Many Vietnamese athletes usually have to put education aside to take up professional sports.
As their career comes to an end, these sportspeople not only have to make the hard decision to retire but also face a new challenge – what to do for a living when they can no longer play sports.
While athletes acknowledge that they should learn other skills and knowledge, especially academic profession, rather than just their sporting prowess, to become well-rounded people, there has been no supporting program for such transition in Vietnam.
The problem also discouraged young talents from taking the road to pursue professional sports, fearing they would have no chance to return to education after retirement.
But that was before Wednesday, when the VNU-Hanoi announced the opening of a B.A. program for athletic talents from the 2019-20 school year.
The program will be designed in the direction that academic schedules are flexible for each athlete according to their time and sports activities, VnExpress reported.
Classes can be organized in groups or the model of one student and one teacher, with online training programs are applied for some subjects. A special admission procedure will also be employed.
The University of Economics, a member of VNU-Hanoi, is assigned to implement the project in 2019, with the first degree possibly being Business Administration.
The General Department of Sporting and Physical Training will soon contact VNU-Hanoi to learn about the training program and is ready to support any information to prepare for the project, the department’s director of Personnel Division Tan Le Minh told Tuoi Tre (Youth) newspaper.
Vietnamese athletes who want to pursue education in the demise of their career so far have only one option - to enroll in sports and physical training universities managed by the Ministry of Culture and Information. This means they still have to stick with sports, even though some want to learn other professionals.
What’s worse is that a very small percentage of top Vietnamese athletes graduating from these sports-oriented education institutions managed to secure a job in sports training and management, while choosing a career in other fields is also very difficult as their knowledge are limited.
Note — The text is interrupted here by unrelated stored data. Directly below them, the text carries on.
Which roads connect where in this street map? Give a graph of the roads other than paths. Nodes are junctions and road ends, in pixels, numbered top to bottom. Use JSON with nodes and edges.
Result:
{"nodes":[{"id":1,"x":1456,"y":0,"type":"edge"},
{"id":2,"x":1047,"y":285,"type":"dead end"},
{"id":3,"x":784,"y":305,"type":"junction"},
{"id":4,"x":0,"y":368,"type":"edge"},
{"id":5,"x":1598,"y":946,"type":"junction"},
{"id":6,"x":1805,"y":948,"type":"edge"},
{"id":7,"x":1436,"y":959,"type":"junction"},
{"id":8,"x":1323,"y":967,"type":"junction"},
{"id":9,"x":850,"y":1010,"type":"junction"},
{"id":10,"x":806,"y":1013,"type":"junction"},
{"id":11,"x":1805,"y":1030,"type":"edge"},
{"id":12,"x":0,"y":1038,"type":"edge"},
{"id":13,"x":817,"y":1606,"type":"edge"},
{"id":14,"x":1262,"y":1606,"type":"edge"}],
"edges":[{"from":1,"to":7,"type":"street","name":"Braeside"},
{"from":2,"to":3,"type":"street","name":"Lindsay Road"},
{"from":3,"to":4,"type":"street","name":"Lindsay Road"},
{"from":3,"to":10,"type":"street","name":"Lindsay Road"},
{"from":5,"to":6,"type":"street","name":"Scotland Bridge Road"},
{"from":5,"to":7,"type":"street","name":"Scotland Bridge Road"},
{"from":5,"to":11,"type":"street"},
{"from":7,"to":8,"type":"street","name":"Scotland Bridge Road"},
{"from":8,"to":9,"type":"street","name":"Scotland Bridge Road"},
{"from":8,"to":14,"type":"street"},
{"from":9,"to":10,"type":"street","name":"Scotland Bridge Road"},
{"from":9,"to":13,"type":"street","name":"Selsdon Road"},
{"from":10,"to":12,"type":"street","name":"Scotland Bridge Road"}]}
Coach Nguyen Dinh Cuong, head of athletics under the Department of Culture, Sports and Tourism of the northern province of Ninh Binh, said that he was very pleased to hear this information.
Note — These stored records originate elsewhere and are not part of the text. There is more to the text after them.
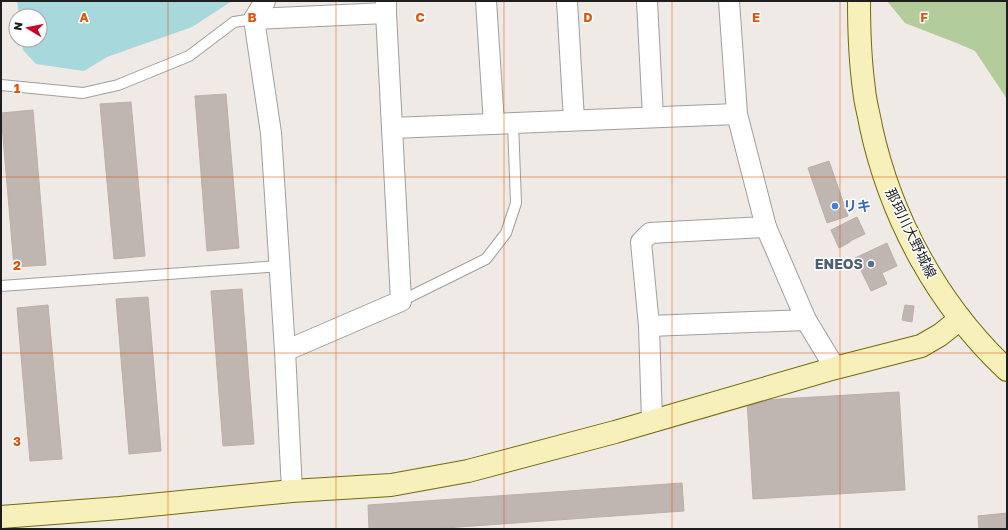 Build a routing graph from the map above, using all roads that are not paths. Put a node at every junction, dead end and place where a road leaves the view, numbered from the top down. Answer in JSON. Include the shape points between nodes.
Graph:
{"nodes":[{"id":1,"x":265,"y":1,"type":"edge"},
{"id":2,"x":486,"y":1,"type":"edge"},
{"id":3,"x":567,"y":1,"type":"edge"},
{"id":4,"x":647,"y":1,"type":"edge"},
{"id":5,"x":729,"y":1,"type":"edge"},
{"id":6,"x":858,"y":1,"type":"edge"},
{"id":7,"x":386,"y":7,"type":"edge"},
{"id":8,"x":254,"y":19,"type":"junction"},
{"id":9,"x":1,"y":85,"type":"edge"},
{"id":10,"x":737,"y":114,"type":"junction"},
{"id":11,"x":653,"y":117,"type":"junction"},
{"id":12,"x":574,"y":120,"type":"junction"},
{"id":13,"x":513,"y":123,"type":"junction"},
{"id":14,"x":494,"y":124,"type":"junction"},
{"id":15,"x":392,"y":128,"type":"junction"},
{"id":16,"x":766,"y":227,"type":"junction"},
{"id":17,"x":280,"y":266,"type":"junction"},
{"id":18,"x":1,"y":286,"type":"edge"},
{"id":19,"x":401,"y":301,"type":"junction"},
{"id":20,"x":960,"y":319,"type":"junction"},
{"id":21,"x":806,"y":320,"type":"junction"},
{"id":22,"x":649,"y":326,"type":"junction"},
{"id":23,"x":285,"y":351,"type":"junction"},
{"id":24,"x":835,"y":368,"type":"junction"},
{"id":25,"x":1007,"y":370,"type":"edge"},
{"id":26,"x":652,"y":421,"type":"junction"},
{"id":27,"x":292,"y":491,"type":"junction"},
{"id":28,"x":1,"y":517,"type":"edge"}],
"edges":[{"from":1,"to":8,"type":"street"},
{"from":2,"to":14,"type":"street"},
{"from":3,"to":12,"type":"street"},
{"from":4,"to":11,"type":"street"},
{"from":5,"to":10,"type":"street"},
{"from":6,"to":20,"type":"street","name":"那珂川大野城線","via":[[864,89],[886,184],[900,218],[928,271]]},
{"from":7,"to":8,"type":"street"},
{"from":7,"to":15,"type":"street"},
{"from":8,"to":9,"type":"lane","via":[[234,22],[189,56],[118,85],[83,93]]},
{"from":8,"to":17,"type":"street","via":[[271,133]]},
{"from":10,"to":11,"type":"street"},
{"from":10,"to":16,"type":"street"},
{"from":11,"to":12,"type":"street"},
{"from":12,"to":13,"type":"street"},
{"from":13,"to":14,"type":"street"},
{"from":13,"to":19,"type":"lane","via":[[516,203],[506,233],[486,259]]},
{"from":14,"to":15,"type":"street"},
{"from":15,"to":19,"type":"street"},
{"from":16,"to":21,"type":"street"},
{"from":16,"to":22,"type":"street","via":[[650,233],[641,242]]},
{"from":17,"to":18,"type":"lane"},
{"from":17,"to":23,"type":"street"},
{"from":19,"to":23,"type":"street"},
{"from":20,"to":24,"type":"street","via":[[940,335],[920,346]]},
{"from":20,"to":25,"type":"street","name":"那珂川大野城線"},
{"from":21,"to":22,"type":"street"},
{"from":21,"to":24,"type":"street"},
{"from":22,"to":26,"type":"street"},
{"from":23,"to":27,"type":"street"},
{"from":24,"to":26,"type":"street"},
{"from":26,"to":27,"type":"street","via":[[461,472],[391,485]]},
{"from":27,"to":28,"type":"street"}]}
“If young people know that they can be trained for a degree in economics, technology, foreign languages, they will not be too anxious to pursue professional sports,” Cuong said.
As a talented athlete who graduated from the northern province of Bac Ninh’s Sports and Physical Training University, Cuong said that he met a lot of difficulties when he moved to the field of sports management.
“I knew nothing but sports. So I had to study foreign languages, computer and economics while working,” the medal winner recalled.
“I think that the BA training program of VNU-Hanoi was not only an opportunity for athletes but also for coaches and sports managers like me to have the opportunity to learn more,” Cuong said.
“The dream of many athletes after retirement might not be to become a sports coach, but to work in such fields as economics, science and technology,” said Truong Minh Sang, the prominent name who won many national and international medals for Vietnamese gymnastics over the past decade.
“There is nothing greater than a university that makes it possible for talented athletes to realize those dreams,” the former athlete complimented.